Stored dataset items:
————————

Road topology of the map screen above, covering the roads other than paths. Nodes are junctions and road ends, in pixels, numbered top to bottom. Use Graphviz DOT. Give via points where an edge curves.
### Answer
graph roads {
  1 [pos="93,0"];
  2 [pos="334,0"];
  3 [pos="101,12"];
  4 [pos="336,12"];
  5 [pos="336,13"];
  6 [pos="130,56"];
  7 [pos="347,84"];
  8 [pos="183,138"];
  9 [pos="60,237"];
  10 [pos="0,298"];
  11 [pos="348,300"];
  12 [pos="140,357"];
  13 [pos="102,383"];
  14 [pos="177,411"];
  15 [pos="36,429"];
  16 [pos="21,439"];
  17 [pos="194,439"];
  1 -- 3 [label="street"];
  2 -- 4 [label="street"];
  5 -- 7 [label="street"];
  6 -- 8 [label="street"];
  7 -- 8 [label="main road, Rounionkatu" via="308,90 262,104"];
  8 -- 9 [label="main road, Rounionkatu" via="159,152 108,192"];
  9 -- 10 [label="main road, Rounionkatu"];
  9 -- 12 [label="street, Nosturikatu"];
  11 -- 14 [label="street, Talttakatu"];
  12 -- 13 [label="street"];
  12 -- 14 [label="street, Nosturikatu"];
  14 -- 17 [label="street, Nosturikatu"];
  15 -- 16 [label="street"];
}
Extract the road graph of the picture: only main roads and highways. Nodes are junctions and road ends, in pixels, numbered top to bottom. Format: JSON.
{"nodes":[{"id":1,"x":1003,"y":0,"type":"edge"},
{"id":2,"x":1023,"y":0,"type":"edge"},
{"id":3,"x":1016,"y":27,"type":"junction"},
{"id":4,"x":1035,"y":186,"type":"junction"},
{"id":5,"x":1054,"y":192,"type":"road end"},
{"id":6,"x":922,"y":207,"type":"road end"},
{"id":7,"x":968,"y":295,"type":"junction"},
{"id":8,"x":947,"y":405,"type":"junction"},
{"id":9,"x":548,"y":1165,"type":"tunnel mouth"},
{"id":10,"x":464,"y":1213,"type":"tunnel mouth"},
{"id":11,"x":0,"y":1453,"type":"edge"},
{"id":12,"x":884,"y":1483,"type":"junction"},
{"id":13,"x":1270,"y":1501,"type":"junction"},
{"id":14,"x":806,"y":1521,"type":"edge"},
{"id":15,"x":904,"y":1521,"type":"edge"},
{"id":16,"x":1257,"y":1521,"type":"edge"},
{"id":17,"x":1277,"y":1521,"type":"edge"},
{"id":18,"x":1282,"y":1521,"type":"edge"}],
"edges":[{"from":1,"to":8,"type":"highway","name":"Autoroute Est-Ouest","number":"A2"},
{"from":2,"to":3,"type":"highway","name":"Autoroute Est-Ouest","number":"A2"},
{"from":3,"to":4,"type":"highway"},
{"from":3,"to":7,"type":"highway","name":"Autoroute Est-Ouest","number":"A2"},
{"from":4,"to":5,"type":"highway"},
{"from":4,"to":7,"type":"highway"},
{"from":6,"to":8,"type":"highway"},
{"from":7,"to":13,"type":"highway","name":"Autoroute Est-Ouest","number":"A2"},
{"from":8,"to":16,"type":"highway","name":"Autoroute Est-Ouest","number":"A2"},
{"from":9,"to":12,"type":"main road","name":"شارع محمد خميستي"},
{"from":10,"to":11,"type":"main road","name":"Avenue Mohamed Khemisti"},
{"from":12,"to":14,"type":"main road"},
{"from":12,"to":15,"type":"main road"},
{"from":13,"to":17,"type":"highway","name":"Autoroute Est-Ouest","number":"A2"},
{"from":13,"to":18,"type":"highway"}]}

————————

_Task_:
Restate the records above verbatim, omitting no line.

_Output below_:
Road topology of the map screen above, covering the roads other than paths. Nodes are junctions and road ends, in pixels, numbered top to bottom. Use Graphviz DOT. Give via points where an edge curves.
### Answer
graph roads {
  1 [pos="93,0"];
  2 [pos="334,0"];
  3 [pos="101,12"];
  4 [pos="336,12"];
  5 [pos="336,13"];
  6 [pos="130,56"];
  7 [pos="347,84"];
  8 [pos="183,138"];
  9 [pos="60,237"];
  10 [pos="0,298"];
  11 [pos="348,300"];
  12 [pos="140,357"];
  13 [pos="102,383"];
  14 [pos="177,411"];
  15 [pos="36,429"];
  16 [pos="21,439"];
  17 [pos="194,439"];
  1 -- 3 [label="street"];
  2 -- 4 [label="street"];
  5 -- 7 [label="street"];
  6 -- 8 [label="street"];
  7 -- 8 [label="main road, Rounionkatu" via="308,90 262,104"];
  8 -- 9 [label="main road, Rounionkatu" via="159,152 108,192"];
  9 -- 10 [label="main road, Rounionkatu"];
  9 -- 12 [label="street, Nosturikatu"];
  11 -- 14 [label="street, Talttakatu"];
  12 -- 13 [label="street"];
  12 -- 14 [label="street, Nosturikatu"];
  14 -- 17 [label="street, Nosturikatu"];
  15 -- 16 [label="street"];
}
Extract the road graph of the picture: only main roads and highways. Nodes are junctions and road ends, in pixels, numbered top to bottom. Format: JSON.
{"nodes":[{"id":1,"x":1003,"y":0,"type":"edge"},
{"id":2,"x":1023,"y":0,"type":"edge"},
{"id":3,"x":1016,"y":27,"type":"junction"},
{"id":4,"x":1035,"y":186,"type":"junction"},
{"id":5,"x":1054,"y":192,"type":"road end"},
{"id":6,"x":922,"y":207,"type":"road end"},
{"id":7,"x":968,"y":295,"type":"junction"},
{"id":8,"x":947,"y":405,"type":"junction"},
{"id":9,"x":548,"y":1165,"type":"tunnel mouth"},
{"id":10,"x":464,"y":1213,"type":"tunnel mouth"},
{"id":11,"x":0,"y":1453,"type":"edge"},
{"id":12,"x":884,"y":1483,"type":"junction"},
{"id":13,"x":1270,"y":1501,"type":"junction"},
{"id":14,"x":806,"y":1521,"type":"edge"},
{"id":15,"x":904,"y":1521,"type":"edge"},
{"id":16,"x":1257,"y":1521,"type":"edge"},
{"id":17,"x":1277,"y":1521,"type":"edge"},
{"id":18,"x":1282,"y":1521,"type":"edge"}],
"edges":[{"from":1,"to":8,"type":"highway","name":"Autoroute Est-Ouest","number":"A2"},
{"from":2,"to":3,"type":"highway","name":"Autoroute Est-Ouest","number":"A2"},
{"from":3,"to":4,"type":"highway"},
{"from":3,"to":7,"type":"highway","name":"Autoroute Est-Ouest","number":"A2"},
{"from":4,"to":5,"type":"highway"},
{"from":4,"to":7,"type":"highway"},
{"from":6,"to":8,"type":"highway"},
{"from":7,"to":13,"type":"highway","name":"Autoroute Est-Ouest","number":"A2"},
{"from":8,"to":16,"type":"highway","name":"Autoroute Est-Ouest","number":"A2"},
{"from":9,"to":12,"type":"main road","name":"شارع محمد خميستي"},
{"from":10,"to":11,"type":"main road","name":"Avenue Mohamed Khemisti"},
{"from":12,"to":14,"type":"main road"},
{"from":12,"to":15,"type":"main road"},
{"from":13,"to":17,"type":"highway","name":"Autoroute Est-Ouest","number":"A2"},
{"from":13,"to":18,"type":"highway"}]}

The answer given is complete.